Whisson’s paintings often meld figures into interiors or landscapes; thus when considered within the context of the artist’s leftist politics, the idea of Ireland’s refinery workers painted against the industrial backdrop afforded perfect material for Whisson. The book’s fractured narrative creates a sense of space akin to cubism, which also aligns well with Whisson’s working methods. The narrative is written as a series of short, fragmented episodes, and there is no real plot, but rather an unravelling sequence of events. Similarly, Whisson’s paintings are spatial with no linear narrative in the sense that each work finishes, where it ends up and vice versa.

The current work belongs to a series considered very important in Whisson’s career. Known amongst collectors and critics as his ‘Flag paintings’, they were painted in Italy in the late 1970s and represent an important transition between works created before his move to Italy and everything that followed.
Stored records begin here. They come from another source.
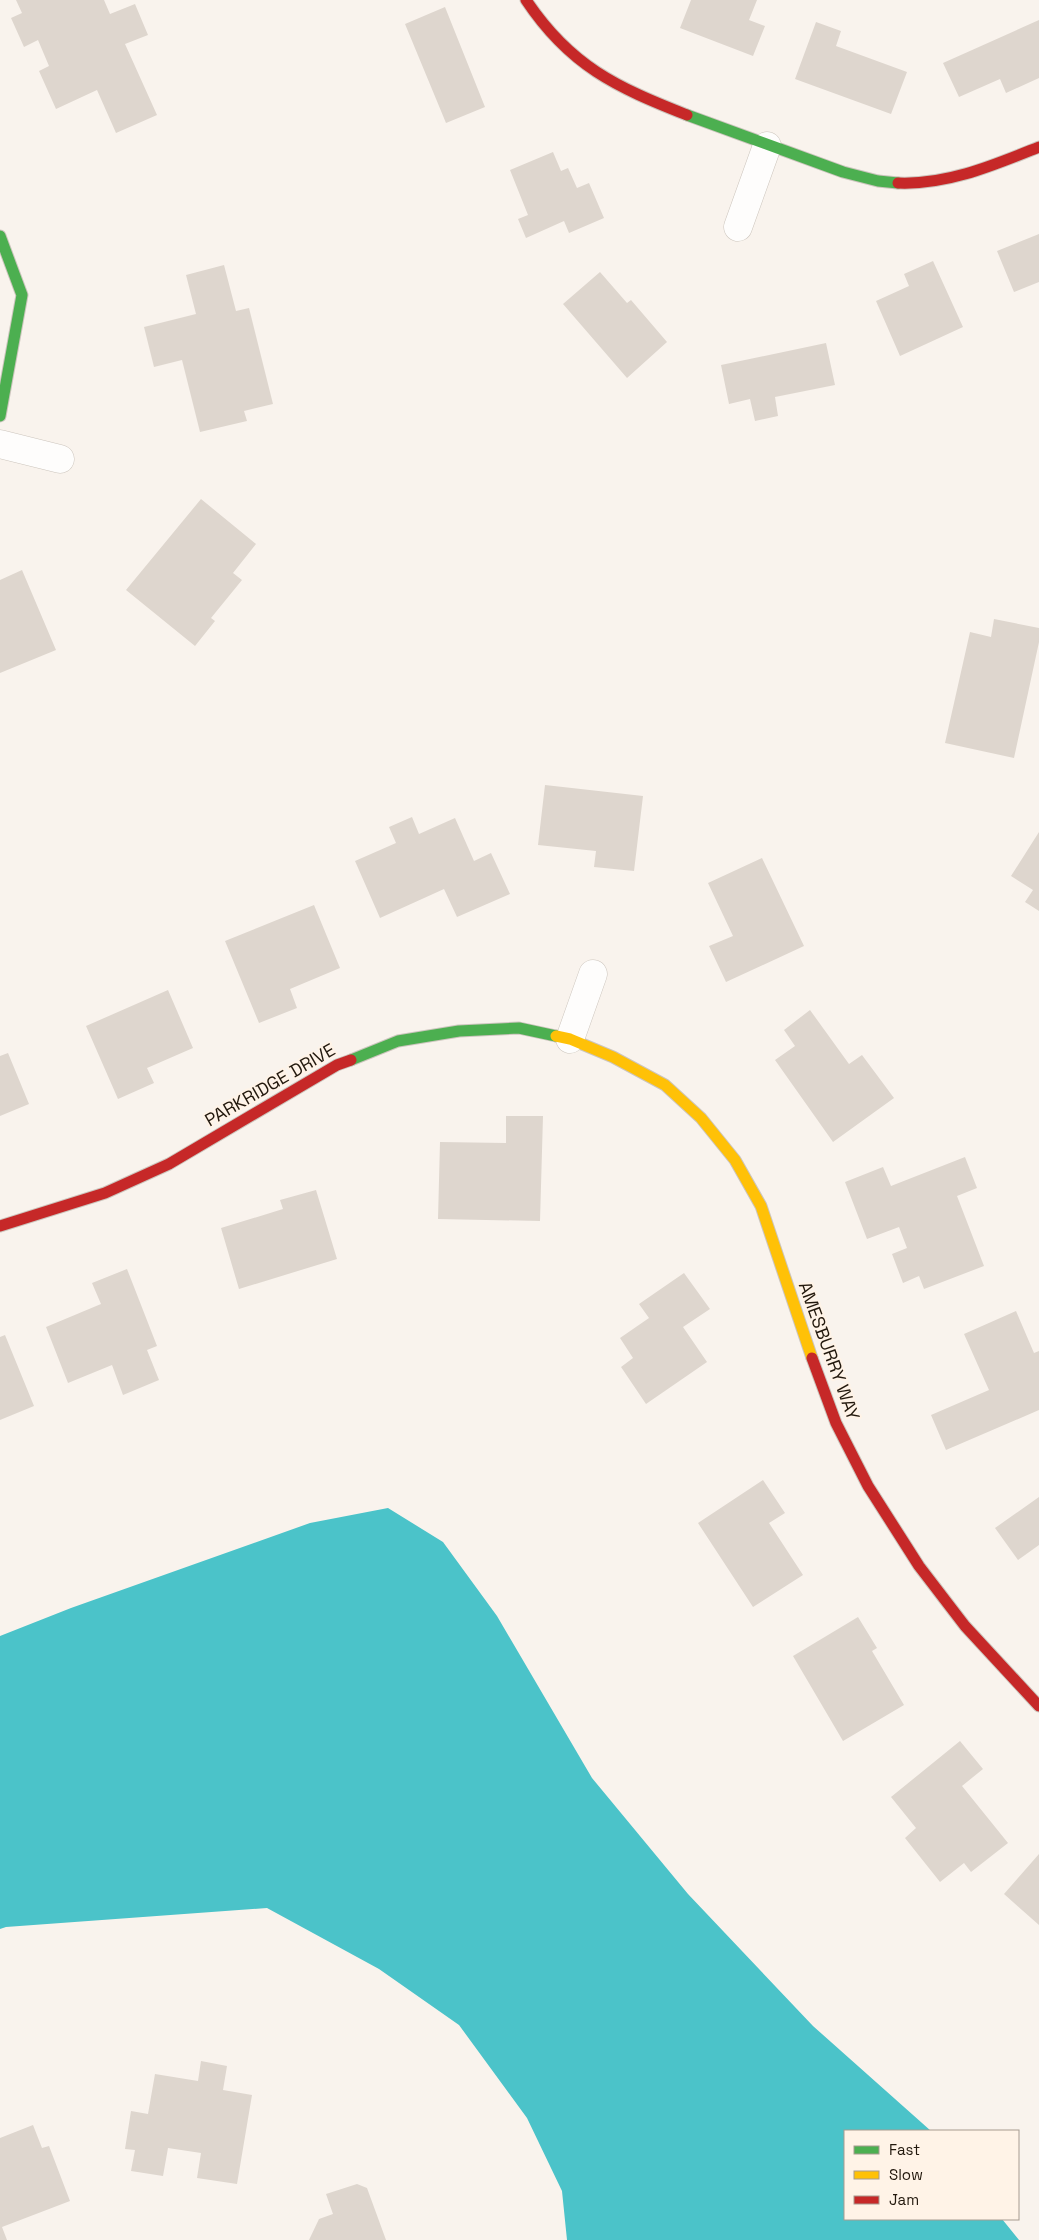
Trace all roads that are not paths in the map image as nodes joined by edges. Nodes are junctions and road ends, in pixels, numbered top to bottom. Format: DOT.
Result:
graph roads {
  1 [pos="526,0"];
  2 [pos="767,146"];
  3 [pos="1039,147"];
  4 [pos="738,227"];
  5 [pos="0,236"];
  6 [pos="0,416"];
  7 [pos="0,444"];
  8 [pos="60,459"];
  9 [pos="593,974"];
  10 [pos="570,1039"];
  11 [pos="0,1226"];
  12 [pos="1039,1706"];
  1 -- 2 [label="street"];
  2 -- 3 [label="street"];
  2 -- 4 [label="street"];
  5 -- 6 [label="street"];
  7 -- 8 [label="street"];
  9 -- 10 [label="street"];
  10 -- 11 [label="street, PARKRIDGE DRIVE"];
  10 -- 12 [label="street, AMESBURRY WAY"];
}
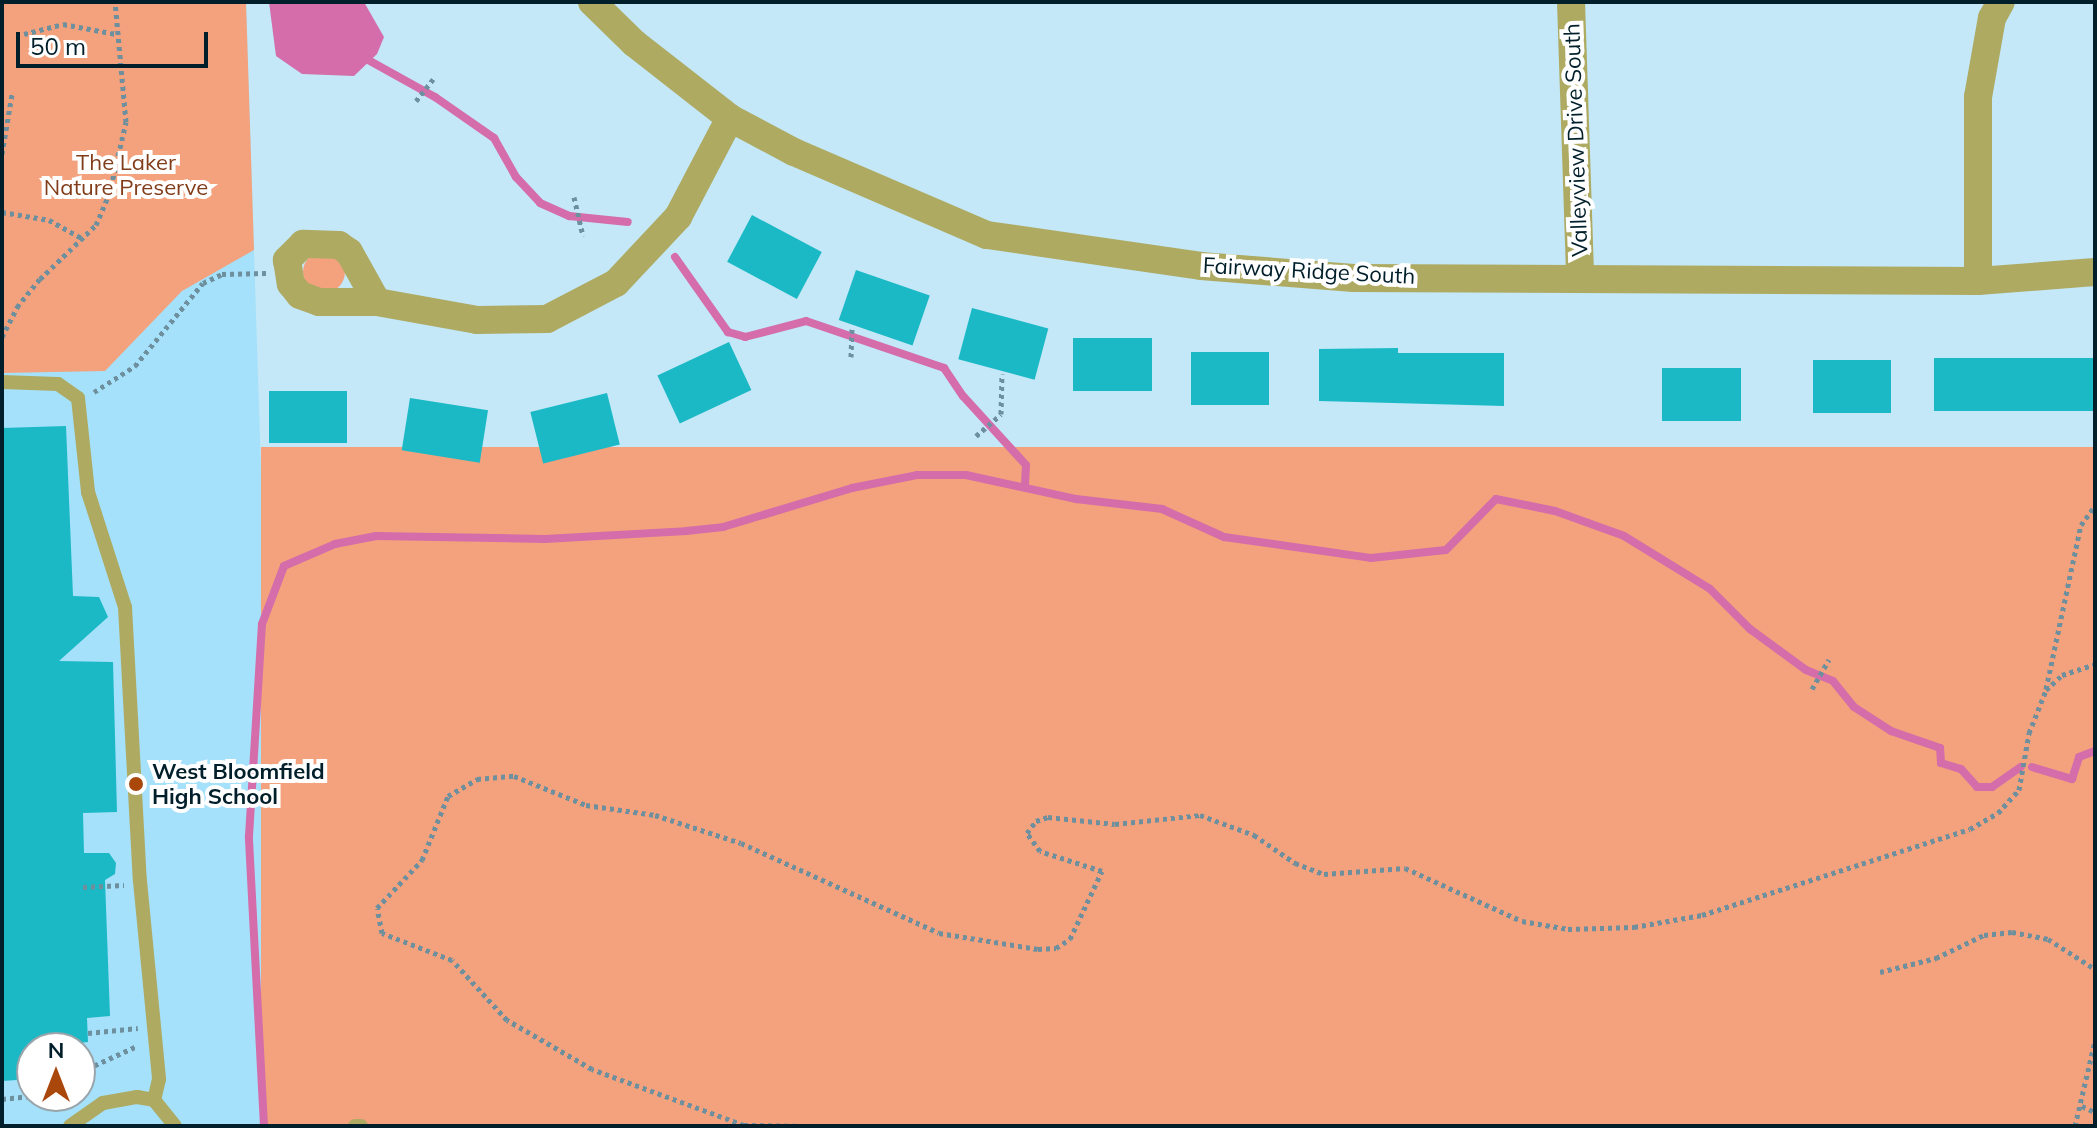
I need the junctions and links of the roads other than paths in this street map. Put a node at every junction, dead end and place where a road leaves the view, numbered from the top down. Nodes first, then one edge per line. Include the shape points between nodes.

Typically, Whisson’s flag paintings lean towards total abstraction – their pockets of bright forms interspersed with areas of white paint create an open fractured surface, which was to become a lasting feature of Whisson’s work. Each painting in the series has a title such as Flag for a Small Lethal Army, Flag off My Disposition, or in this case, Flag for David Ireland, No 1. The word flag provides each work with a political charge, albeit of personal significance to the artist. As former MCA curator Glen Barkley wrote, ‘…Flag for The Red Brigades and the Hudson Institute, 1978, brings together the unthinkable… the Hudson Institute with its atomic annihilation scenarios… and the Red Brigade terrorist group, who had made the unthinkable a reality by pursuing a violent political trajectory that culminated in the kidnapping and murder of the Italian prime minister Aldo Moro in 1978.’1 Recognisable forms that existed in his work until now, become interwoven through shape, colour and line into the overall compositions. In pictorial terms, this worked well for Whisson and his depiction of Ireland’s industrial dystopia where workers are regarded simply as extensions of the refinery in the eyes of the company and as such, morph into the industrial landscape. Significantly Ireland’s title ‘The Unknown Industrial Prisoner’ – while clearly describing the anonymity of the workers in the plant – is also the name of a welded steel, abstract sculpture typical of the time. It was created by a manager at the plant and was said to be ‘…symbolic of the intense pressures on modern industrial man and the sense of compression and isolation in a confined space.’2

By the time Whisson had painted this work, he had settled permanently in Italy and into the rhythm of painting, and was regularly sending the paintings back to Australia for annual exhibitions, either with Ray Hughes in Brisbane, or the Watters Gallery in Sydney. Over a lifetime, Whisson quietly cemented his place in the canon of Australian painting. And until his sudden death at 94 in February this year, was painting daily with as much vigour and passion as he ever had. The consistency of his output over many decades is unmatched and his often-polarising paintings are simply unique in Australian art. His 2012 retrospective exhibition held at Sydney’s Museum of Contemporary Art and the Heide Museum of Modern Art in Victoria, was a brilliant and up lifting testimony to his importance. Whisson was a painter dedicated to an art that is not simply fashionable, but deeply rooted in ideas and painterly possibilities.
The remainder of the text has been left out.